Does Rule 11 Give Judges Too Much Discretion?
Chicago Daily Law Bulletin, 06/03/1987By Robert A. Clifford
Illinois adoption of federal Rule 11 has excited no less interest and controversy locally than was excited nationally by the creation of Rule 11 itself. There is a difference, however, between the two situations: While Rule 11 was itself written on a tabla rasa, leaving the field open for speculation as to how it would be applied , there is now a vast literature of comment and, more specifically, or precedent, dealing with the scope of its application. And it seems clear that, in adopting the rule, Illinois is intent on embracing also this whole baggage of federal experience: the commentaries, the precedents and the spirit of federal Rule 11.
As part of this process, Illinois commentators, judges, and practitioners have also focused their attentions on the concerns and anxieties which have been voiced about the federal rule, principally the chilling effect which the rule may have on advocacy, the long term effect which the rule may have on the availability of representation in certain kinds of cases or to less affluent clients, and the creation of a pervasive conflict of interest between a client and his attorney. All these concerns, however , are generated by two features of the rule: the expansion of the scope of conduct which may be subject to sanction, and the possibility of imposing such sanctions on the attorneys as well as all parties.

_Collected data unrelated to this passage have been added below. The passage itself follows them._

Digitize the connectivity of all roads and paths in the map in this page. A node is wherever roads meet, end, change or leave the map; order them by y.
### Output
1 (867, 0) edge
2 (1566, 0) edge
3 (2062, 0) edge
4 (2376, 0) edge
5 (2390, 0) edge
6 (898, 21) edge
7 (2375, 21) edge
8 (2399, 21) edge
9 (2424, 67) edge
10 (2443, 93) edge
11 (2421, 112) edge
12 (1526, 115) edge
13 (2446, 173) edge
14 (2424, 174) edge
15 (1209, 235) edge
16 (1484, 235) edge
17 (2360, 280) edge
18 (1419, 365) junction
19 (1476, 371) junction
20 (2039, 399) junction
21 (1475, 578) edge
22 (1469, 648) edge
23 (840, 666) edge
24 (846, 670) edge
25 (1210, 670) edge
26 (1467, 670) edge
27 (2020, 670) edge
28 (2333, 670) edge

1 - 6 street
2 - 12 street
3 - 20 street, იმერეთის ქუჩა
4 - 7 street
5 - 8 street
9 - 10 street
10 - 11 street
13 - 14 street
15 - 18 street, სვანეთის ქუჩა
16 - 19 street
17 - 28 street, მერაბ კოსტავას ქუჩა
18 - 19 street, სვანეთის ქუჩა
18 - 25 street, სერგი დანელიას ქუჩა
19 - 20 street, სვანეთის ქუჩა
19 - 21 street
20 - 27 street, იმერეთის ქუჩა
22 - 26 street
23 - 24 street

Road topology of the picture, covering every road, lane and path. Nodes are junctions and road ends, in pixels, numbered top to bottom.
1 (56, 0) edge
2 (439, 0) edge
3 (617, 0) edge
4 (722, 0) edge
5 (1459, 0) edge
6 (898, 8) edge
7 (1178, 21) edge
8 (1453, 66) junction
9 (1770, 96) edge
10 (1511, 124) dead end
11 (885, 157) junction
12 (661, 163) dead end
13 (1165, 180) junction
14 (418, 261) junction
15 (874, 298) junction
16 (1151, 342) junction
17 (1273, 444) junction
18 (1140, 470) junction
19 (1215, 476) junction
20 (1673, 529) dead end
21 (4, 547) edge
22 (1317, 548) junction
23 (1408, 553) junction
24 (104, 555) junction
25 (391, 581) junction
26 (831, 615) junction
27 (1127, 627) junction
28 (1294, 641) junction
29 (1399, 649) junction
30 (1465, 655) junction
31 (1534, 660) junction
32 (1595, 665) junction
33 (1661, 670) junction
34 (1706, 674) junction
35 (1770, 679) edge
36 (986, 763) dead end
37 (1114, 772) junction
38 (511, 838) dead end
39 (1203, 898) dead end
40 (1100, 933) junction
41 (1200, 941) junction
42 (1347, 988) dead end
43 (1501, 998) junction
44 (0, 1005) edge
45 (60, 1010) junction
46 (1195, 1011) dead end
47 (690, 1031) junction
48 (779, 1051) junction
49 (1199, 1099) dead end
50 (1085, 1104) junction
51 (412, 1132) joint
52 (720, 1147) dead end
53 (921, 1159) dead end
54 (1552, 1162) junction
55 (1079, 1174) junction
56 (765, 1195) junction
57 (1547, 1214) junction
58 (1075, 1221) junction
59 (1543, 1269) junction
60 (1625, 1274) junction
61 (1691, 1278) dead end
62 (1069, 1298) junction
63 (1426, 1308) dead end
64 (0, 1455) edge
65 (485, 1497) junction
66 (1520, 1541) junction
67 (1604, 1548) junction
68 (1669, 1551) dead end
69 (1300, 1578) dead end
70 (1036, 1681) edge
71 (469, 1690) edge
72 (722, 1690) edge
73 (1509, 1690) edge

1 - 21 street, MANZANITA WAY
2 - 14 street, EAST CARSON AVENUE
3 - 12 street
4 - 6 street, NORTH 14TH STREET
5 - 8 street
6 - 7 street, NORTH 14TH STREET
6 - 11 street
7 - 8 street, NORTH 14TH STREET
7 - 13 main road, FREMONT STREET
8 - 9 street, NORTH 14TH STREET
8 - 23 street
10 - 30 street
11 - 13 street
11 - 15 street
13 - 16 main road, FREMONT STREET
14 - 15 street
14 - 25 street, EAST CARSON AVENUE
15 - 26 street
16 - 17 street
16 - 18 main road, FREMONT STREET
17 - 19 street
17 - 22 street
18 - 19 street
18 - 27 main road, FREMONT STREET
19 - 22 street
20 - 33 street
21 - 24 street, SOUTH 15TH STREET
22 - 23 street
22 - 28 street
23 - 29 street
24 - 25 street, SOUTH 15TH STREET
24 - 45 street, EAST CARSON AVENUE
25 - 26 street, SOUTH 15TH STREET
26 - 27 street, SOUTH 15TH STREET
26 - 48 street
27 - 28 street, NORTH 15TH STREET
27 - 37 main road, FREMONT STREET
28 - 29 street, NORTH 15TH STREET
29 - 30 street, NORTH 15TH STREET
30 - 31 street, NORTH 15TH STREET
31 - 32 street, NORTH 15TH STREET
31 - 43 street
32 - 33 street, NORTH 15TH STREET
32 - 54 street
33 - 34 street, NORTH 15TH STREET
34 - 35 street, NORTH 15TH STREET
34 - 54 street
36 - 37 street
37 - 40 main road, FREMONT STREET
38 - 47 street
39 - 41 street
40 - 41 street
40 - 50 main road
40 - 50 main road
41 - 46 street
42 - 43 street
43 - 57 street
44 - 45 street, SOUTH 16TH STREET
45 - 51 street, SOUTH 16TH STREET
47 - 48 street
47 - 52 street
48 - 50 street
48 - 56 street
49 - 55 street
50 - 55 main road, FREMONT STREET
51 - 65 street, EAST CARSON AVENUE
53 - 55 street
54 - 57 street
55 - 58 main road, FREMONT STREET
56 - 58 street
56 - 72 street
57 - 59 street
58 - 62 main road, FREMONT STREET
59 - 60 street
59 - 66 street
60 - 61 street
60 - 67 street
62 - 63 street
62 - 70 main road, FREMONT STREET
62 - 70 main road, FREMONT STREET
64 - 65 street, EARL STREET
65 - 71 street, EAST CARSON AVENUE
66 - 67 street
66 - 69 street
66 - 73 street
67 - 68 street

There is, however, another features of the rule which ought to have raised the greatest interest and concern, but has not done so. I refer to the ability of the judiciary to impose sanctions summarily, on its own initiative. The failure of the bar to react to this grant of power is also ironic because so much attention has recently been given to the origins of the United States Constitution, in this its second centennial year and in view of the fact that it is the very part of the rule which the founding fathers would have noticed first and perhaps founds most offensive to their sensibilities.
To them, the court’s power to act on its own initiative would have appeared both unnatural and lawless, and as such, contrary to the fundamental principles of the common law.
Measured by the traditions of the common law, a judge’s summary imposition of a sanction upon his own initiative in unnatural because it violates the cosmic truth that no one can fairly judge his own case. Likewise, the common law’s fundamental commitment to the " rule of law, and not of men," is violated by a grant of excessive discretion to the judges.
This article will examine the judges’ power to initiate sanctions from the standpoint of the common law tradition and, in so doing, examine some of the problems which that tradition had once remedied, but which have no been loosed anew to trouble the right administration of justice.
Discretion is the snake oil of twentieth century jurisprudence. It is a cure-all for almost every type of difficulty which a court may be called upon to resolve, particularly when it is administered in ever-increasing doses. Even before the Court of Star Chamber, the common law was suspicious of, and adverse to, the concept of discretionary power. As Maitland observed:
" Let us not be impatient with our forefathers. Discretion is not of necessity ‘ the law of tyrants,’ and yet we may say... that formalism is the twin-born sister of liberty... One of the best qualities of our medieval law was that in theory it left little or nothing, in all events in the sphere of procedure, to the discretion of the justices. They themselves desired that this should be so. They would be responsible for nothing beyond the application of iron rules...[W]hen we boast of the ‘ rule of law]...we do well to remember that the rule of law was the rule of writs."
What was the commons law’s aversion to judicial discretion? Basically, it was that such exercises where not unlawful, but rather "lawless," that is, outside of the concept of law because they lacked the essential characteristics of law itself. By the administration of justice according to law is meant "administration according to authoritative precepts or norms (patterns) or guides, developed and applied by an authoritative technique, which individuals may ascertain in advance and by which all are reasonably assured of receiving like treatment. It mean an impersonal, equal, certain administration of justice so far as these may be secured by means of precepts of general application." Roscoe Pound points out that such a method of procedure has six advantages:
(1) Law makes it possible to predict the course which will administration of justice will take; (2) law secures against errors of individual judgment; (3) law secures against improper motives on the part of those who administer justice;(4) law provides in which the ethical ideals of the community are formulated;(5) law gives the magistrate the benefit of all the experience of his predecessors;(6) law prevents sacrifice of ultimate interest, social and individual, to the more obvious and immediate interests.
Of these six characteristics, it is the first three which have been a chief concern, historically, to those who have supported the common law tradition, particularly that law should be certain and predictable. In contradistinction to the rule of law, there is another basis for judicial action-discretion.
Of this Pound notes that it is " a power conceded to the official in some cases of action according to his own judgment or conscience, uncontrolled by the conscience or judgment of others and uncontrolled by any authoritative guides... Here the action of the judge or official is within the legal order but without law in the sense of authoritative guides to determination."
While few would be in favor of returning to the strict view of law which in its philosophy precludes a judicial discretion, it must be allowed that many of the fears, reservations and complaints which Rule 11 ha generated are, in reality, the product of that enactment’s violation of the foregoing requirements of the common law.